Dr. Martina Clemen – Stipendiatin am DFG-Graduiertenkolleg Göttingen – Dissertation

Stipendiatin am DFG-Graduiertenkolleg 1083 „Generationen-geschichte. Generationelle Dynamik und historischer Wandel im 19. und 20. Jahrhundert“

Betreuung:
Prof. Dr. Tobias Brandenberger (Universität Göttingen),
PD. Dr. Carlos Collado Seidel (Universität Marburg) und
Prof. Dr. Enrique Rodrigues-Moura (Universität Bamberg) (Dritter Prüfer)

Disputation: 2. Februar 2017 (Universität Göttingen)

Dr. Martina Clemen
»Die Nation im Kanon« Literaturvermittlung und Bildungspolitiken im spanischen 19. und 20. Jh.

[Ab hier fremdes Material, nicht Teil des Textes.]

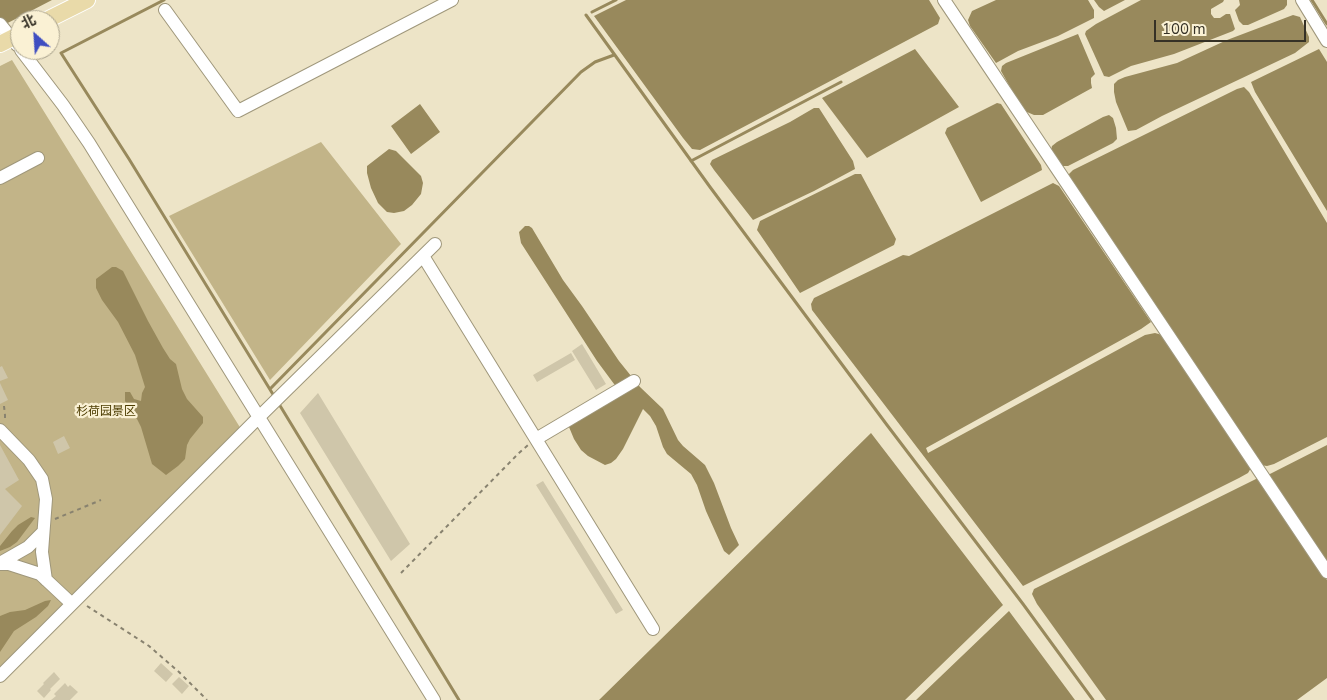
<!DOCTYPE html>
<meta charset="utf-8">
<style>
body{margin:0}
#map{position:relative;width:1327px;height:700px;overflow:hidden;background:#ede4c7;font-family:"Nunito Sans","Noto Sans SC",sans-serif}
canvas{display:block}
.north{position:absolute;left:10px;top:10px;width:50px;height:50px;box-sizing:border-box;background:#faf1d4;border:1px solid #aba48e;border-radius:50%;rotate:334deg;font-size:14px;font-weight:700;line-height:20px;text-align:center;color:#353126}
.north::after{content:'';display:block;margin:auto;width:18px;height:22px;background:#3f4ec1;clip-path:polygon(50% 0,100% 100%,50% 72%,0 100%)}
.scale{position:absolute;left:1154px;top:20px;width:152px;height:22px;box-sizing:border-box;border:2px solid #353126;border-top:0;padding-left:6px;font-size:15px;line-height:18px;white-space:nowrap;color:#353126;-webkit-text-stroke:4px #faf1d4;paint-order:stroke}
</style>
<div id="map">
<canvas width="1327" height="700"></canvas>
<div class="north">北</div>
<div class="scale">100 m</div>
</div>
<script>
const context = document.querySelector('canvas').getContext('2d');
context.lineJoin = 'round';
function paint(path, color) { context.fillStyle = color; context.fill(path, 'evenodd'); }
const toPath = rows => new Path2D(rows.map(r => 'M' + r).join(''));
function stroke(path, color, width, dash) { context.strokeStyle = color; context.lineWidth = width; context.lineCap = dash ? 'butt' : 'round'; context.setLineDash(dash || []); context.stroke(path); }
function label(font, color, halo, rows, align = 'center') {
  context.font = font + ' "Nunito Sans","Noto Sans SC",sans-serif'; context.lineWidth = 4.5; context.setLineDash([]); context.textBaseline = 'middle'; context.strokeStyle = halo; context.fillStyle = color; for (const [text, x, y, turn = 0] of rows) {
    context.save(); context.translate(x, y); context.rotate((+turn || 0) * Math.PI / 180); context.textAlign = isNaN(turn) ? turn : align; if (halo) context.strokeText(text, 0, 0); context.fillText(text, 0, 0); context.restore();
  }
}
paint(toPath([
 [12,60,241,429,0,668,0,66],
 [321,142,401,244,270,380,169,216]
]), '#c2b488');
paint(toPath([
 [0,0,52,0,0,27],
 [626,0,929,0,940,18,938,24,700,150,692,149,683,138,594,16],
 [996,0,1088,0,1094,10,1094,18,1058,36,1018,51,996,63,970,26,968,20,972,11],
 [1094,0,1125,0,1104,11,1099,7],
 [1141,0,1224,0,1223,2,1211,9,1211,14,1214,18,1220,18,1226,14,1230,14,1235,29,1233,31,1174,54,1131,66,1109,77,1104,76,1085,34,1086,31,1096,24],
 [1239,0,1287,0,1287,5,1284,9,1248,25,1243,25,1239,21,1235,10,1240,5],
 [1293,15,1300,17,1309,37,1309,42,1295,53,1162,116,1136,130,1128,131,1116,102,1114,92,1114,84,1118,80,1125,77,1177,63,1227,40],
 [1078,34,1095,74,1091,78,1091,83,1092,88,1043,115,1034,115,1027,112,1022,108,1001,71,1002,66,1006,63],
 [915,49,959,107,867,158,822,98],
 [1319,49,1327,62,1327,211,1255,92,1251,82],
 [1244,87,1249,92,1327,223,1327,437,1274,464,1267,466,1260,465,1070,181,1069,174,1073,170,1237,89],
 [997,103,1001,104,1041,165,1042,170,981,202,945,133,947,128],
 [420,104,440,132,411,154,391,126],
 [814,108,819,108,853,161,855,169,814,191,753,220,714,170,710,164,712,160,790,122],
 [1109,115,1113,118,1116,128,1117,139,1113,143,1068,166,1059,166,1051,150,1052,146,1057,142,1103,117],
 [389,149,396,151,421,176,423,183,421,194,412,205,404,211,394,213,387,212,378,203,371,188,367,173,367,166],
 [855,174,861,174,896,239,894,245,800,293,757,230,760,221],
 [1053,183,1059,186,1151,322,1141,329,926,448,928,453,1145,335,1155,333,1162,335,1251,468,1248,473,1239,478,1023,586,812,310,811,304,814,298,903,255,909,256],
 [525,226,529,226,532,228,563,280,582,306,619,361,640,387,663,409,678,440,683,446,705,465,714,483,731,528,739,545,729,555,724,551,706,511,697,485,691,474,667,454,663,447,656,426,650,416,643,409,623,449,616,459,611,463,605,465,588,456,581,450,574,439,569,427,570,424,617,388,597,361,521,243,519,232],
 [112,267,116,267,123,271,148,321,163,348,170,359,176,364,182,389,187,399,203,417,203,423,190,439,187,445,185,459,178,466,166,475,152,464,141,427,137,419,129,410,125,401,125,392,130,392,134,399,141,401,142,393,145,387,135,355,118,322,102,300,96,288,96,279],
 [871,433,1003,605,905,700,599,700],
 [1327,445,1327,567,1266,476],
 [1260,477,1327,580,1327,678,1297,700,1106,700,1037,604,1032,594,1034,589],
 [31,517,35,518,17,542,10,547,0,551,0,546,12,531,18,525],
 [51,600,48,606,36,617,14,631,0,652,0,616,10,612,25,610,45,601],
 [1009,611,1075,700,916,700]
]), '#98895c');
stroke(toPath([
 [164,0,61,53,129,159,274,396],
 [1312,0,1327,24],
 [592,12,616,0],
 [586,15,710,187,887,425,1023,604,1093,700],
 [691,161,841,82],
 [270,389,581,72,595,62,614,55],
 [279,404,459,700]
]), '#98895c', 3);
paint(toPath([
 [582,344,606,384,596,390,572,351],
 [571,353,575,360,537,382,533,375],
 [2,366,8,378,0,381,0,367],
 [0,383,8,400,0,404],
 [318,393,410,544,391,561,300,413],
 [64,436,70,448,58,454,53,442],
 [0,445,19,480,5,489,22,506,0,535],
 [543,481,623,610,616,614,536,485],
 [161,663,173,674,166,682,154,671],
 [54,672,60,679,50,689,51,690,44,698,37,691,44,684,43,683],
 [179,677,189,686,182,694,172,684],
 [65,683,68,687,70,685,78,692,70,700,51,700,56,696,54,694]
]), '#cfc6aa');
const minor = toPath([
 [944,0,1327,572],
 [1302,0,1327,41],
 [165,10,238,111,452,0],
 [0,24,17,45],
 [21,50,63,105,89,143,434,700],
 [0,178,38,158],
 [423,256,653,629],
 [0,430,29,460,42,479,46,499,42,552,46,580],
 [536,439,634,381],
 [0,563,28,547,42,533],
 [0,564,9,564,40,574,72,604],
 [0,676,259,417,435,244]
]);
const major = toPath([
 [47,20,87,0],
 [0,44,20,34]
]);
stroke(minor, '#9f977b', 14);
stroke(major, '#fff', 18);
stroke(toPath([
 [4,406,5,415,5,421],
 [55,519,101,500],
 [401,573,519,453,528,445],
 [87,606,149,646,179,672,207,700]
]), '#88826f', 2, [4, 4]);
stroke(minor, '#fff', 12);
stroke(major, '#e9daa9', 16);
label('12px', '#4c3c00', '#faf1d4', [
 ["杉荷园景区",106,412]
]);
</script>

Publikation: Clemen, Martina (2019). Die Nation im Kanon. Literaturunterricht als Bühne politischer Deutungskämpfe in Spanien 1898–1990. Göttingen: Wallstein Verlag.

Abstract
Das kulturgeschichtliche Promotionsprojekt untersucht die literarischen Kanonisierungs- sowie Dekanonisierungsprozesse im spanischen Bildungssystem seit der Etablierung der Zweiten Republik (1931). Die Behandlung spezifischer literarischer Werke im Unterricht, deren Ausschluss und insbesondere die sich wandelnden Bewertungen von Literatur – sichtbar in den sog. „Deutungskanones“ (Renate von Heydebrand, 1993) – werden hier aus einer generationentheoretischen Perspektive betrachtet: So wird davon ausgegangen, dass die Kanonisierungspolitik als Ganzes stets bestimmten politischen/kulturellen Generationen der spanischen Geschichte zugeschrieben werden kann, die durch ihre Interpretationen literarischer Werke auf die Weitergabe von Werten, Weltanschauungen und Aufträgen an die kommenden Generationen abzielen (Funktionalisierung von Literatur als Faktor des „Generation-building“ sowie des „Nation-building“).

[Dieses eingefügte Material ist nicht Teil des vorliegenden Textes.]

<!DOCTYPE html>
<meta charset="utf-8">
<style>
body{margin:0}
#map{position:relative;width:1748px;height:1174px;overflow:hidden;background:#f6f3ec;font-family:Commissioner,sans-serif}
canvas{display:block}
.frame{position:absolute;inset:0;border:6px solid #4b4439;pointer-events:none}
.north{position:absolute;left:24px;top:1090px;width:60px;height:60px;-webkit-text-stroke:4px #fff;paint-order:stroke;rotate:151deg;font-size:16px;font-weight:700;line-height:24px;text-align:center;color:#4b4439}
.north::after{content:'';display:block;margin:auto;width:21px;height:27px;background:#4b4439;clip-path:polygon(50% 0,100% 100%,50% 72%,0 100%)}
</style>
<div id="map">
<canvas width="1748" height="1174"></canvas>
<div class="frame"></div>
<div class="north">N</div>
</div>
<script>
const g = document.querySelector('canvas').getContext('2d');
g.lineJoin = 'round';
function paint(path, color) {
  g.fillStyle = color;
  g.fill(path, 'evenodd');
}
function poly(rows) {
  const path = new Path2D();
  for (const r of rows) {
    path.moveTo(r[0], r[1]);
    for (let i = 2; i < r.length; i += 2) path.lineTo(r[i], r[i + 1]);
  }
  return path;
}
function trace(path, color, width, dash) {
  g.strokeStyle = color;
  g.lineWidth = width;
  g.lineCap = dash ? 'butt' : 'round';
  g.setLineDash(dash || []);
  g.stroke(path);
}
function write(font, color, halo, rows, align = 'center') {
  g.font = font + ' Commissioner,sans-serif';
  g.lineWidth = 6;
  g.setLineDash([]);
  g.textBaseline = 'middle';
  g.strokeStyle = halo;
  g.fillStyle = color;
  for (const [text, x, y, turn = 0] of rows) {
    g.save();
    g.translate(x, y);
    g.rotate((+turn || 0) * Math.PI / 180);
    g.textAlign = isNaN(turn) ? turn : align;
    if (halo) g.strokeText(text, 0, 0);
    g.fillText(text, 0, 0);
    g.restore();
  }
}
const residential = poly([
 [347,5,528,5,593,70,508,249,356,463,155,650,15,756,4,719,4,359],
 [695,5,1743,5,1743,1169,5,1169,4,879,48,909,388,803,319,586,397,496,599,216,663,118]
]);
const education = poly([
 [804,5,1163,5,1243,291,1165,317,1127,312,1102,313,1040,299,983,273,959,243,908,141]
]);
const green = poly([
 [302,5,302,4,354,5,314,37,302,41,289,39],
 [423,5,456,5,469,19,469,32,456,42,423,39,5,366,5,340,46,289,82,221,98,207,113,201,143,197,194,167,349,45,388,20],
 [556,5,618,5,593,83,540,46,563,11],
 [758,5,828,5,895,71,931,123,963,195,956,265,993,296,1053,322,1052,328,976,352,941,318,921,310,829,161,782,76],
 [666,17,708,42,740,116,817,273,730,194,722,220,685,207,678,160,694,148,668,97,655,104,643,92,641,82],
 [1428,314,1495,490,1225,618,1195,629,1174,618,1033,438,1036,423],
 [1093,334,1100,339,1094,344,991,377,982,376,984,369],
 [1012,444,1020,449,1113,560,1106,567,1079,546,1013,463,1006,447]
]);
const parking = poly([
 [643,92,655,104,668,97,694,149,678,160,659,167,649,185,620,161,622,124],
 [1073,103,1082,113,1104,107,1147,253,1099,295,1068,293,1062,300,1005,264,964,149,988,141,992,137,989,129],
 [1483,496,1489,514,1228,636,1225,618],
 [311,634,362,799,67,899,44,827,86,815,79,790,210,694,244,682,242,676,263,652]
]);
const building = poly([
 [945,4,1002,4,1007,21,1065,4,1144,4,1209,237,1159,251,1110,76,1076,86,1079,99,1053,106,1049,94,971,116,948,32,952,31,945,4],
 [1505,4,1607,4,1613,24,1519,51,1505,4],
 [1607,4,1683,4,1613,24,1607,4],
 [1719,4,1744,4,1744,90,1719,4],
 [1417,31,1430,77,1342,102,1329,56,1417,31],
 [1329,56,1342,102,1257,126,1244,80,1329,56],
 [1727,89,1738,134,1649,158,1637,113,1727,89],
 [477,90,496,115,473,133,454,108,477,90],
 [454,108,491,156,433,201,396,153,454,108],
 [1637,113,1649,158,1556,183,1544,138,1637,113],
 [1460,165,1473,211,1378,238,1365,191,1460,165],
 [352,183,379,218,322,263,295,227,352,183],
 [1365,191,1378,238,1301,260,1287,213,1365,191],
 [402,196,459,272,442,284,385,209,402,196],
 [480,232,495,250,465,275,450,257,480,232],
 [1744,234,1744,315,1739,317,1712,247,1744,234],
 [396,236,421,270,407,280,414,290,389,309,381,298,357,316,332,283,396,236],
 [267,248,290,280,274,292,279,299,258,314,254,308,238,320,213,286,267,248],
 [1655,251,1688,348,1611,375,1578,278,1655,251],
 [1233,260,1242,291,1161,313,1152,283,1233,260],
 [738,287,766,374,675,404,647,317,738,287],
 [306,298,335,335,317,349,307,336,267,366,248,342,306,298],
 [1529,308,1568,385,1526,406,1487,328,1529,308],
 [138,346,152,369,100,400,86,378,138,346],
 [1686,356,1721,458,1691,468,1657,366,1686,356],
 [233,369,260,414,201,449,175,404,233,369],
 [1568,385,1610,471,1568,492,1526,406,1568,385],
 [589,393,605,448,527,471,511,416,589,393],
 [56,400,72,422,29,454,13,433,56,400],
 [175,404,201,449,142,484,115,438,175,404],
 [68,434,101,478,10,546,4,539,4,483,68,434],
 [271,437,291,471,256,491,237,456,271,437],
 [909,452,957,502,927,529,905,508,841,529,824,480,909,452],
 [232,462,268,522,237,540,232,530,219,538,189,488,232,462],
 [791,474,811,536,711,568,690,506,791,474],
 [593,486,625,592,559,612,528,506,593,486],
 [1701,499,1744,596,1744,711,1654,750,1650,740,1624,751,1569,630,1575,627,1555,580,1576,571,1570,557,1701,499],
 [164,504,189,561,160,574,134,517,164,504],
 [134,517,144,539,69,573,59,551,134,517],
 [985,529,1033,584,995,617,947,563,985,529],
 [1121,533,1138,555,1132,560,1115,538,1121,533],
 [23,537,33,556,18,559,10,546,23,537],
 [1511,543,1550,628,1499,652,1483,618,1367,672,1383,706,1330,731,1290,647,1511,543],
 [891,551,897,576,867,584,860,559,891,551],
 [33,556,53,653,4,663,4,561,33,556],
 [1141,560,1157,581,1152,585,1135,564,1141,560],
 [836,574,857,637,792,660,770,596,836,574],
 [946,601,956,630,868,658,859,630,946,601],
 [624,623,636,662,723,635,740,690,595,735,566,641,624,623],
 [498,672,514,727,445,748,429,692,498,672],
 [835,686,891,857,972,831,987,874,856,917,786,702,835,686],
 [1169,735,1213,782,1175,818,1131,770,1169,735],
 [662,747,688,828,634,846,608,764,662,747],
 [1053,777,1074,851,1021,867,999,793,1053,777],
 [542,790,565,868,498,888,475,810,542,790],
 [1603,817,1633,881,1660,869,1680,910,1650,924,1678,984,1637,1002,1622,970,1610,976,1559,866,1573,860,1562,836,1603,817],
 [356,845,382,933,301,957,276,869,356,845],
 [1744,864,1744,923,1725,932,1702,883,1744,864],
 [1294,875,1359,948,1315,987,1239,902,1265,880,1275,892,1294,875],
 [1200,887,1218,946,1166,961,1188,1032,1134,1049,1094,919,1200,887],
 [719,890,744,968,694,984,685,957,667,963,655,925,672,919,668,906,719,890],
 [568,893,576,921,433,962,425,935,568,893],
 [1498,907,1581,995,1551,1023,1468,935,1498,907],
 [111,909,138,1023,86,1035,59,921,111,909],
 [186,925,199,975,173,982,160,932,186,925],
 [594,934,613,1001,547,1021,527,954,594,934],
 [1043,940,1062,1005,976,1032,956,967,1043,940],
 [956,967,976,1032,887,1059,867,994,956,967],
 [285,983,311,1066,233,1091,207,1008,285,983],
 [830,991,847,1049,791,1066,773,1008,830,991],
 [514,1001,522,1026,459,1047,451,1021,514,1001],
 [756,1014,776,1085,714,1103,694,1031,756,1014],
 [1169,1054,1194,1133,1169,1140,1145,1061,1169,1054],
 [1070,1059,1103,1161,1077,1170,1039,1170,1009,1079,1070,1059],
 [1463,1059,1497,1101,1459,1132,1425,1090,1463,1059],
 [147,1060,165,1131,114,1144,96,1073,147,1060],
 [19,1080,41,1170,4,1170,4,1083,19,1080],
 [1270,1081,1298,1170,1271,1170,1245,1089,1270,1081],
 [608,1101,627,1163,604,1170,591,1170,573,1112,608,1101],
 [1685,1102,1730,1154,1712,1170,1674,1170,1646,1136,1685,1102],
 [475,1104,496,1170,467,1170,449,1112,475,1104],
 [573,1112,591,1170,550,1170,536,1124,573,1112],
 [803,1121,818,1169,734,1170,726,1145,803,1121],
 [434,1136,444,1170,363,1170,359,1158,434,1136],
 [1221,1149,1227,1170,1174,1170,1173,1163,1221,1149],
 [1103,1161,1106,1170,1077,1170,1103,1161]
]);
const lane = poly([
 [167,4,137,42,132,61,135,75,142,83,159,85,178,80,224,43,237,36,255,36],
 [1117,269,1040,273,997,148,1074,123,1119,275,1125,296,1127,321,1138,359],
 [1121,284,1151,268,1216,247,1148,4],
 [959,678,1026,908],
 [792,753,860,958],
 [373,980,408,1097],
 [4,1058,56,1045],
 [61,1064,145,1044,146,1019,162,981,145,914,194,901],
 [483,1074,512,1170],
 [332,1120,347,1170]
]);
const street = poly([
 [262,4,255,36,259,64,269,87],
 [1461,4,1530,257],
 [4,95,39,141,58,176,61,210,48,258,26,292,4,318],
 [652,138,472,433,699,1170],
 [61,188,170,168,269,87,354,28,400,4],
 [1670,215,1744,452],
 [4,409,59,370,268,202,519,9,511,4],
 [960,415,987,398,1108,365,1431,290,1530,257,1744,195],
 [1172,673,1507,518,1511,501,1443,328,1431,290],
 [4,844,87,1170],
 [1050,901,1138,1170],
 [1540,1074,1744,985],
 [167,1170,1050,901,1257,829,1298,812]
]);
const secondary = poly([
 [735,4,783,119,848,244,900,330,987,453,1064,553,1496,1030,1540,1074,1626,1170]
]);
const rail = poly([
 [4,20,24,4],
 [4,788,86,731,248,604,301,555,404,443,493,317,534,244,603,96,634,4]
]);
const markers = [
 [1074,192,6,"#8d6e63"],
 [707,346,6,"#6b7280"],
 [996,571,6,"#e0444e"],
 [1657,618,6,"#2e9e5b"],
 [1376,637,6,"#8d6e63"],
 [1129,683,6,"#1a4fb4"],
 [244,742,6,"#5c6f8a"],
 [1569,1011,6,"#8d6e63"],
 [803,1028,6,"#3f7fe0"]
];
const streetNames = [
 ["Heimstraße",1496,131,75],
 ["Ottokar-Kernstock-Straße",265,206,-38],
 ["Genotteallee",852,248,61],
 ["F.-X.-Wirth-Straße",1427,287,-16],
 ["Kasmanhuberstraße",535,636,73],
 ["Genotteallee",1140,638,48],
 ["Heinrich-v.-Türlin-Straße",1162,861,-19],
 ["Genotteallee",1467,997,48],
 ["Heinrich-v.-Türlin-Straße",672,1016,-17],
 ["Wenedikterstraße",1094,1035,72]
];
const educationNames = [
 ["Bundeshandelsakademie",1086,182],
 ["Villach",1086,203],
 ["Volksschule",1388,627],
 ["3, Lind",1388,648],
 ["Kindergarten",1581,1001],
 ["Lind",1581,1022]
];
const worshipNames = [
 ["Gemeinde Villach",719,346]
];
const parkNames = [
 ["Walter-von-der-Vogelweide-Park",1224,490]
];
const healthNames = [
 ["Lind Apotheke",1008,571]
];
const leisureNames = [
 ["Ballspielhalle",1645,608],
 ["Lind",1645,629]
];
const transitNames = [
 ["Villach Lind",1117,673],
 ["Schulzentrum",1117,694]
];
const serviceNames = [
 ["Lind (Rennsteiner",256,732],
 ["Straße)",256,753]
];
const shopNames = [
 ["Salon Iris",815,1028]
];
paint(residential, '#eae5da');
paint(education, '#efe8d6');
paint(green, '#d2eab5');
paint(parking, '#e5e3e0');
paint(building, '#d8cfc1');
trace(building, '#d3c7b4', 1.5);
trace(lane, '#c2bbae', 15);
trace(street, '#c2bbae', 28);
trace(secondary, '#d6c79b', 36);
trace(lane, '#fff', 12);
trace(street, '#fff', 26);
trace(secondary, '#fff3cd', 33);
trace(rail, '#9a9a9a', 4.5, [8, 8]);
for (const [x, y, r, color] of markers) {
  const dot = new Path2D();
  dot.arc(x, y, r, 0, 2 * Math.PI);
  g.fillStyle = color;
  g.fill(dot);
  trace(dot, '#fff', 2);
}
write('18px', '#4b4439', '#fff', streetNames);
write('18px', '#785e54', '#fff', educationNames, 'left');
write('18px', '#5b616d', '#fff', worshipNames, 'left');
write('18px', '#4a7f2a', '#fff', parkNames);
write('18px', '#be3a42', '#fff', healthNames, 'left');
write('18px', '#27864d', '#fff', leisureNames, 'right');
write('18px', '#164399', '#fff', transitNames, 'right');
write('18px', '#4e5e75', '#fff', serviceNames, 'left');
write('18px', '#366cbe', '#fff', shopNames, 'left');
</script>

Das Projekt fußt auf einer vielfältigen Quellenbasis: Schullehrwerke für Sprache und Literatur, curriculare Vorschriften, Rundschreiben der Bildungsministerien und pädagogische sowie kulturelle Zeitschriften spiegeln Werthaltungen sowie ideologische Intentionen der einflussreichen politischen Generationen als „Urheber“ dieses kulturellen Ordnungssystems wider. Sie können helfen, die verborgenen Mechanismen der Kanonisierungsprozesse sichtbar zu machen und die Bedingtheit von „Deutungskanon“ und „politischer Generation“ belegen.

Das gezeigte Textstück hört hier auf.